◆ **Exercise details**
Among the lines below, how many have the word "Pillpintu"? The reply is that number alone.

◆ **Material for the task**
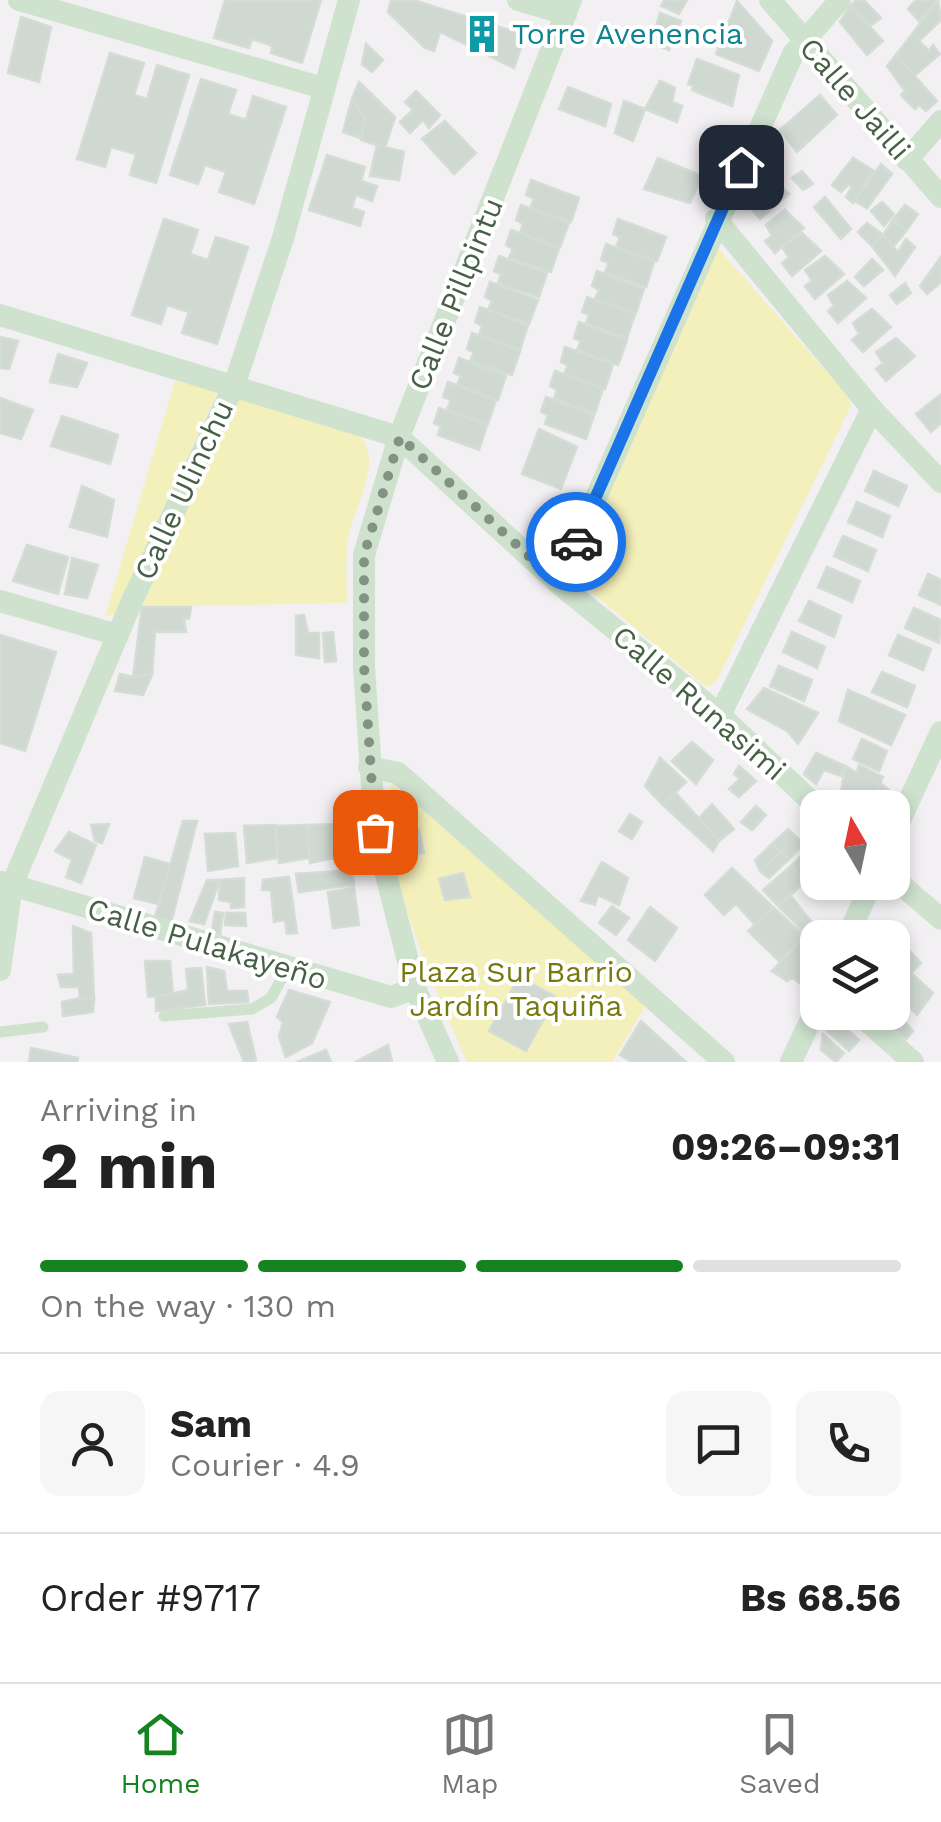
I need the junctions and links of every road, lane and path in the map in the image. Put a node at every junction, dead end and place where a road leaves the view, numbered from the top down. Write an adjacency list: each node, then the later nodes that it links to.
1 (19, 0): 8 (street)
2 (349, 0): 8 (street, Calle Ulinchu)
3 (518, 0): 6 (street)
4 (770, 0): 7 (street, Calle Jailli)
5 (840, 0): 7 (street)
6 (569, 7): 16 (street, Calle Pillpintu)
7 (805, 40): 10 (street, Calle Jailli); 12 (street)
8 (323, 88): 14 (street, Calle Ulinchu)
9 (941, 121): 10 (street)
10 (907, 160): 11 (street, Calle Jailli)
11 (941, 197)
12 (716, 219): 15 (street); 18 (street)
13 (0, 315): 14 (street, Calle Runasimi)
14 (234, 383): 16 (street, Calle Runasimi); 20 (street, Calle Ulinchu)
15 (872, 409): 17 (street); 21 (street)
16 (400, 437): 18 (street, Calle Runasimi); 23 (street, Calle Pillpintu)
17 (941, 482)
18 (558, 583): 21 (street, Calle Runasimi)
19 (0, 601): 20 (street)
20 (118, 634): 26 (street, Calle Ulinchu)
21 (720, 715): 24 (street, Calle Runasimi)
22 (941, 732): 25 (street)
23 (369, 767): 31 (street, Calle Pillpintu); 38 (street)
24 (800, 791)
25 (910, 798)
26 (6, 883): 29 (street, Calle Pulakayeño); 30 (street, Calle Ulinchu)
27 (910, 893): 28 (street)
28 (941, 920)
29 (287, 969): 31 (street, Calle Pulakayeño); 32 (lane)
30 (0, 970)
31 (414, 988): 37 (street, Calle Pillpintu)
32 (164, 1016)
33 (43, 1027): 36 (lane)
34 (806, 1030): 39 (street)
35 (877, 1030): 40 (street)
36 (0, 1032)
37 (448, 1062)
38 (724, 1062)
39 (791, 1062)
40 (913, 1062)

◆ **Written answer**
4